Personale ricordo: la nonna  faceva bollire in una pentola dell'acqua già salata , nella giusta quantità...per la numerosa famiglia, mentre in un recipiente accanto al focolare teneva la  giusta quantità di farina e...ancora accanto, economia anche nei movimenti, teneva una ciotola con dell'acqua fredda. Procedeva così: bagnandosi le mani nell'acqua fredda, le passava velocemente sulla farina e quindi le stropicciava sulla pentola a bollore, quella parte di farina che rimaneva attaccata prendeva vagamente la forma di " spaghetto" molto corto ed irregolare che, cadendo subito nella pentola prendeva bollore e non s'attaccava. Continuava così fino a raggiungere la quantità sufficiente per il pranzo, a parte, naturalmente, il sugo! 

Dalla funzione che assumevano le mani, nei loro movimenti, stropicciare: "stricari", cioè passare velocemente un palmo sull'altro naturalmente, mentre si apparecchiava la tavola e si attendeva con gioiosa speranza, prendeva nome la ricetta per il pranzo "stricateddi al sugo di pomodoro".

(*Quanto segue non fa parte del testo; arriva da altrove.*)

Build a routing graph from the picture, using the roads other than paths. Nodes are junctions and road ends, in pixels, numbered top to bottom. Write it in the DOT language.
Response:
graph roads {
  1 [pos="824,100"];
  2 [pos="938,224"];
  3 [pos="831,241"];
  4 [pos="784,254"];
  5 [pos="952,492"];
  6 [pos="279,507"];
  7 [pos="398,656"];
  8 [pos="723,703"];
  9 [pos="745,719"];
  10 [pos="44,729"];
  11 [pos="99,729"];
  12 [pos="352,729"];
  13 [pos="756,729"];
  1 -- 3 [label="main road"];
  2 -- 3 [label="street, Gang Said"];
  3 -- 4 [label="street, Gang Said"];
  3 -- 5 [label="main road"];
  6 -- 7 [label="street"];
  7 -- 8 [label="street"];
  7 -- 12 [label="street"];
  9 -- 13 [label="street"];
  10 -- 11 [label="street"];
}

Questo tipo di pasta secca, ora, è in commercio ed avrà, certamente  un nome. M'è capitato, nella vita girovaga, credo in Germania, di vedere - in un Ristorante...con la R maiuscola - servire questo tipo di pasta; ho chiesto il nome....che ora sfugge.

- Strigghia: striglia. Specie di  raspa ottenuta con delle lamiere rigate e giustapposte su un supporto con una specie di manicotto: serve per pulire i cavalli passandola talvolta lievemente talvolta con energia su tutto il corpo in modo da tirare i peli superflui e frizionare la pelle degli equini.

- Strigghiari: strigliare, ripulire. L'operazione è tipica delle pulizie che si fanno agli equini, ma il termine è usato anche nel significato di strizzare, stuzzicare..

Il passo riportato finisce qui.